▼
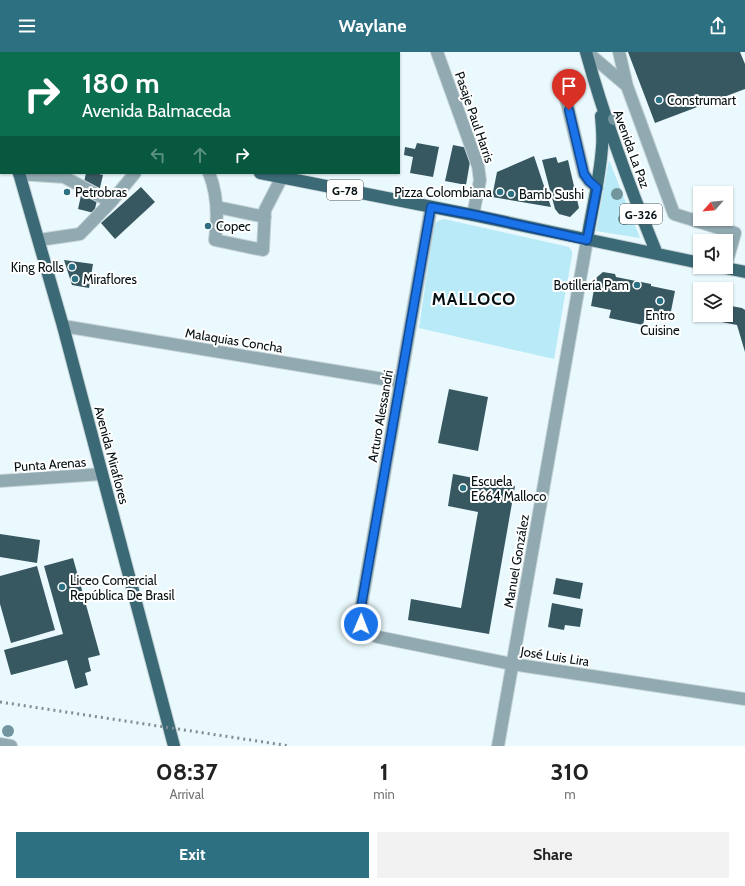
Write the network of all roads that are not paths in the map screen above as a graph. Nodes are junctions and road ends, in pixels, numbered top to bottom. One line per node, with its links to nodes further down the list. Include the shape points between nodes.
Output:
1 (437, 52): 18 (street, Pasaje Paul Harris, via 478,166 480,180)
2 (587, 52): 5 (street); 6 (main road, Avenida La Paz / G-326)
3 (619, 52): 5 (street)
4 (562, 82): 14 (street, via 584,174)
5 (627, 86): 20 (street, via 674,214 735,233)
6 (599, 98): 14 (main road, Avenida La Paz / G-326, via 602,146); 23 (main road, Avenida La Paz / G-326)
7 (19, 174): 21 (main road, Avenida Miraflores)
8 (42, 174): 12 (street)
9 (134, 174): 15 (street)
10 (209, 174): 16 (street)
11 (264, 174): 13 (main road, G-78)
12 (64, 175): 15 (street)
13 (282, 178): 17 (main road, G-78); 19 (street, via 265,210)
14 (597, 188): 22 (main road, Avenida La Paz / G-326)
15 (111, 202): 21 (street, via 80,234)
16 (217, 207): 19 (street); 19 (street, via 215,240 263,250)
17 (431, 207): 18 (main road, G-78); 28 (street, Arturo Alessandri)
18 (474, 215): 22 (main road, G-78)
19 (265, 217)
20 (733, 239)
21 (38, 240): 27 (main road, Avenida Miraflores)
22 (587, 240): 23 (main road, G-78); 32 (street, Manuel González)
23 (657, 254): 24 (main road, G-78)
24 (693, 262)
25 (733, 269): 26 (main road)
26 (745, 272)
27 (63, 326): 28 (street, Malaquias Concha); 29 (main road, Avenida Miraflores)
28 (401, 382): 31 (street, Arturo Alessandri, via 360,613)
29 (102, 474): 30 (street, Punta Arenas); 36 (main road, Avenida Miraflores)
30 (0, 481)
31 (364, 629): 32 (street, José Luis Lira, via 378,638)
32 (512, 664): 33 (street, José Luis Lira); 37 (street, Manuel González)
33 (745, 699)
34 (0, 744): 35 (street)
35 (10, 746)
36 (174, 746)
37 (498, 746)

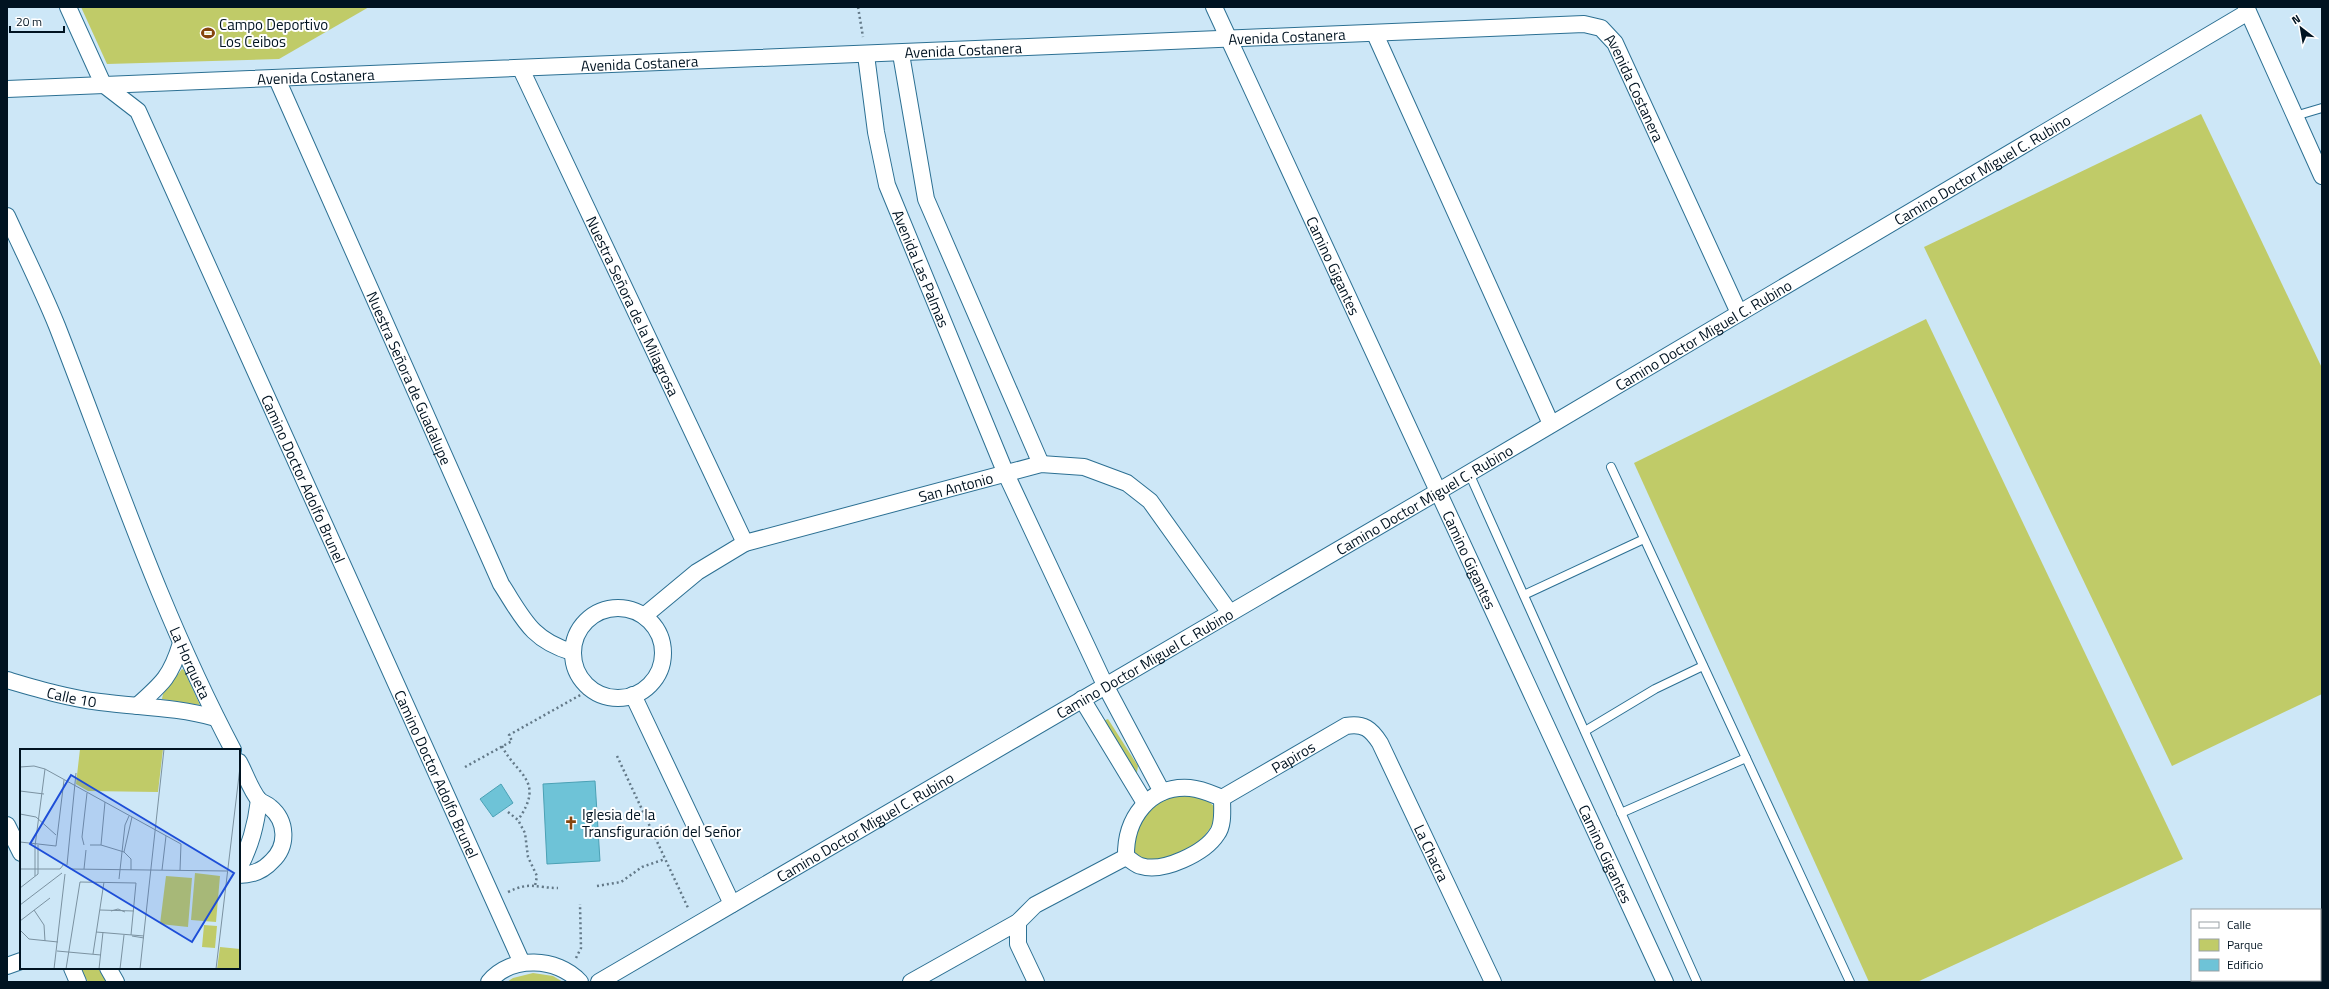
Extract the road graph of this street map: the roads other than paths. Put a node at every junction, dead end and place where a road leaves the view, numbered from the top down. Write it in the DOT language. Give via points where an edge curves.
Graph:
graph roads {
  1 [pos="68,7"];
  2 [pos="1214,7"];
  3 [pos="2251,9"];
  4 [pos="1375,34"];
  5 [pos="1230,40"];
  6 [pos="902,54"];
  7 [pos="866,55"];
  8 [pos="521,69"];
  9 [pos="277,79"];
  10 [pos="103,84"];
  11 [pos="7,89"];
  12 [pos="2322,108"];
  13 [pos="2295,116"];
  14 [pos="2322,176"];
  15 [pos="7,216"];
  16 [pos="1739,313"];
  17 [pos="1550,424"];
  18 [pos="1041,464"];
  19 [pos="1611,467"];
  20 [pos="1469,473"];
  21 [pos="1006,474"];
  22 [pos="1439,491"];
  23 [pos="1644,539"];
  24 [pos="745,543"];
  25 [pos="1524,595"];
  26 [pos="1230,613"];
  27 [pos="644,616"];
  28 [pos="181,643"];
  29 [pos="572,652"];
  30 [pos="1703,666"];
  31 [pos="7,680"];
  32 [pos="1105,685"];
  33 [pos="633,695"];
  34 [pos="1082,699"];
  35 [pos="137,706"];
  36 [pos="216,718"];
  37 [pos="1366,727"];
  38 [pos="1585,731"];
  39 [pos="232,749"];
  40 [pos="1746,758"];
  41 [pos="240,764"];
  42 [pos="1162,792"];
  43 [pos="1222,798"];
  44 [pos="259,800"];
  45 [pos="1145,803"];
  46 [pos="1622,813"];
  47 [pos="7,825"];
  48 [pos="20,851"];
  49 [pos="1126,857"];
  50 [pos="240,866"];
  51 [pos="240,875"];
  52 [pos="732,904"];
  53 [pos="1018,922"];
  54 [pos="20,961"];
  55 [pos="522,963"];
  56 [pos="7,966"];
  57 [pos="72,969"];
  58 [pos="109,969"];
  59 [pos="574,977"];
  60 [pos="78,982"];
  61 [pos="116,982"];
  62 [pos="489,982"];
  63 [pos="599,982"];
  64 [pos="911,982"];
  65 [pos="1036,982"];
  66 [pos="1493,982"];
  67 [pos="1666,982"];
  68 [pos="1697,982"];
  69 [pos="1850,982"];
  1 -- 10 [label="street, Camino Doctor Adolfo Brunel"];
  2 -- 5 [label="street, Camino Gigantes"];
  3 -- 13 [label="street"];
  3 -- 16 [label="street, Camino Doctor Miguel C. Rubino"];
  4 -- 5 [label="street, Avenida Costanera"];
  4 -- 16 [label="street, Avenida Costanera" via="1584,24 1601,28 1615,43"];
  4 -- 17 [label="street"];
  5 -- 6 [label="street, Avenida Costanera"];
  5 -- 22 [label="street, Camino Gigantes"];
  6 -- 7 [label="street, Avenida Costanera"];
  6 -- 18 [label="street, Avenida Las Palmas" via="926,199"];
  7 -- 8 [label="street, Avenida Costanera"];
  7 -- 21 [label="street, Avenida Las Palmas" via="876,132 887,185"];
  8 -- 9 [label="street, Avenida Costanera"];
  8 -- 24 [label="street, Nuestra Señora de la Milagrosa"];
  9 -- 10 [label="street, Avenida Costanera"];
  9 -- 29 [label="street, Nuestra Señora de Guadalupe" via="502,584 532,631 554,646"];
  10 -- 11 [label="street, Avenida Costanera"];
  10 -- 55 [label="street, Camino Doctor Adolfo Brunel" via="138,111"];
  12 -- 13 [label="lane"];
  13 -- 14 [label="street"];
  15 -- 28 [label="street, La Horqueta" via="56,325 150,574"];
  16 -- 17 [label="street, Camino Doctor Miguel C. Rubino"];
  17 -- 20 [label="street, Camino Doctor Miguel C. Rubino"];
  18 -- 21 [label="street, San Antonio"];
  18 -- 26 [label="street, San Antonio" via="1084,467 1127,483 1150,501"];
  19 -- 23 [label="lane"];
  20 -- 22 [label="street, Camino Doctor Miguel C. Rubino"];
  20 -- 25 [label="lane"];
  21 -- 24 [label="street, San Antonio"];
  21 -- 32 [label="street, Avenida Las Palmas"];
  22 -- 26 [label="street, Camino Doctor Miguel C. Rubino"];
  22 -- 67 [label="street, Camino Gigantes"];
  23 -- 25 [label="lane"];
  23 -- 30 [label="lane"];
  24 -- 27 [label="street, San Antonio" via="697,572"];
  25 -- 38 [label="lane"];
  26 -- 32 [label="street, Camino Doctor Miguel C. Rubino"];
  27 -- 29 [label="street" via="624,608 613,608 593,615 578,631"];
  27 -- 33 [label="street" via="658,632 663,654 657,674 642,690"];
  28 -- 35 [label="street" via="174,667 160,687"];
  28 -- 36 [label="street, La Horqueta"];
  29 -- 33 [label="street" via="577,673 591,689 611,697"];
  30 -- 38 [label="lane" via="1655,689"];
  30 -- 40 [label="lane"];
  31 -- 35 [label="street, Calle 10" via="66,696"];
  32 -- 34 [label="street, Camino Doctor Miguel C. Rubino"];
  32 -- 42 [label="street"];
  33 -- 52 [label="street"];
  34 -- 45 [label="street"];
  34 -- 52 [label="street, Camino Doctor Miguel C. Rubino"];
  35 -- 36 [label="street, Calle 10" via="194,712"];
  36 -- 39 [label="street, La Horqueta"];
  37 -- 43 [label="street, Papiros" via="1356,724 1346,726"];
  37 -- 66 [label="street, La Chacra" via="1380,743"];
  38 -- 46 [label="lane"];
  40 -- 46 [label="lane"];
  40 -- 69 [label="lane"];
  41 -- 44 [label="street"];
  42 -- 43 [label="street" via="1190,788 1204,790"];
  42 -- 45 [label="street"];
  43 -- 49 [label="street" via="1218,834 1202,849 1181,861 1161,867 1141,866"];
  44 -- 50 [label="street" via="255,831"];
  44 -- 51 [label="street" via="270,807 283,826 283,843 273,861 265,867 255,873"];
  45 -- 49 [label="street" via="1129,828"];
  46 -- 68 [label="lane"];
  47 -- 48 [label="street"];
  49 -- 53 [label="street" via="1035,905"];
  52 -- 63 [label="street, Camino Doctor Miguel C. Rubino"];
  53 -- 64 [label="street"];
  53 -- 65 [label="street" via="1018,944"];
  54 -- 56 [label="street"];
  55 -- 59 [label="street" via="550,964"];
  55 -- 62 [label="street" via="506,969"];
  57 -- 60 [label="street"];
  58 -- 61 [label="street"];
}
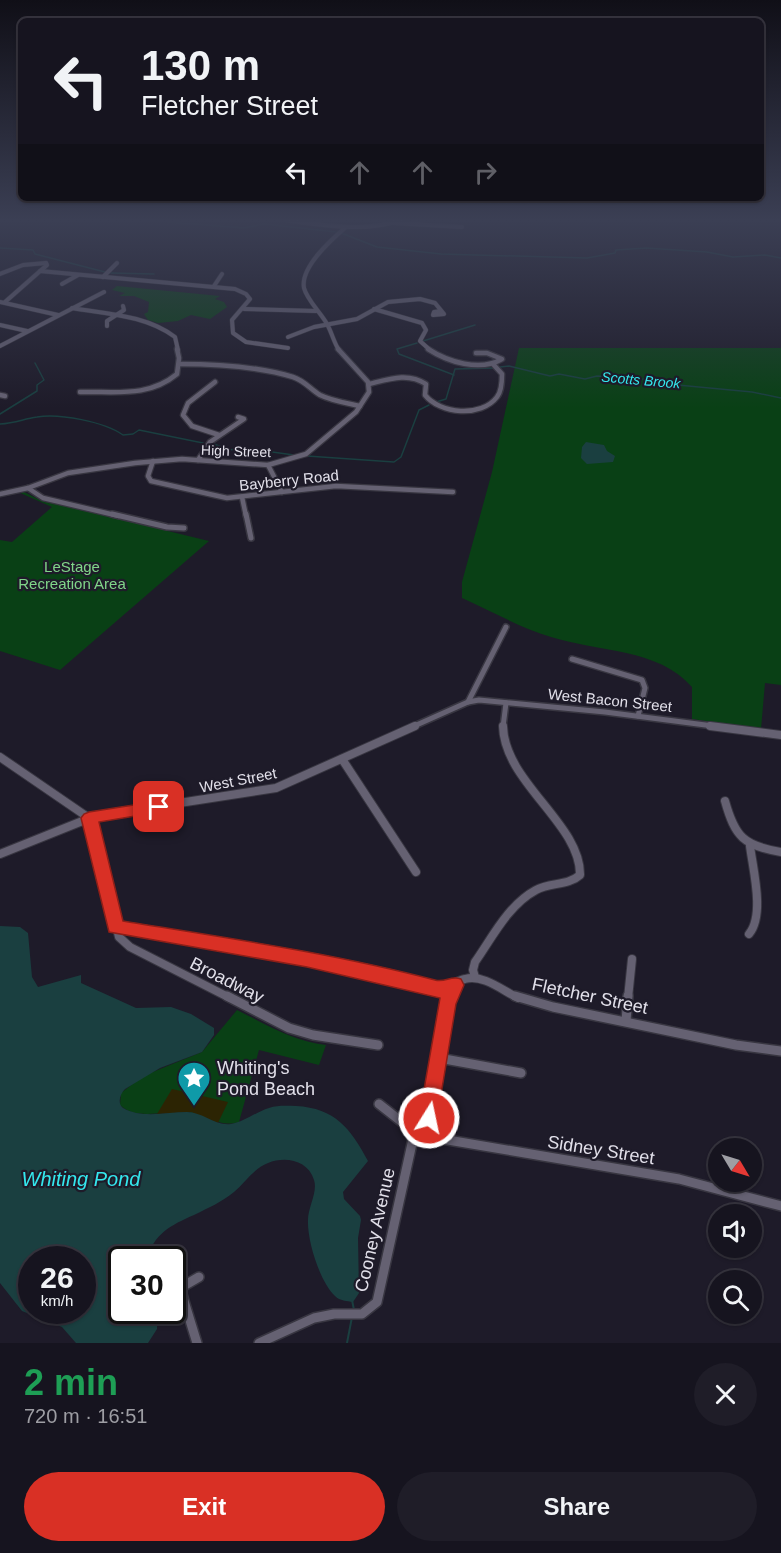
▲
**What you need to do:**
Search the data and copy each line containing "Alessandri".

**Response below:**
17 (431, 207): 18 (main road, G-78); 28 (street, Arturo Alessandri)
28 (401, 382): 31 (street, Arturo Alessandri, via 360,613)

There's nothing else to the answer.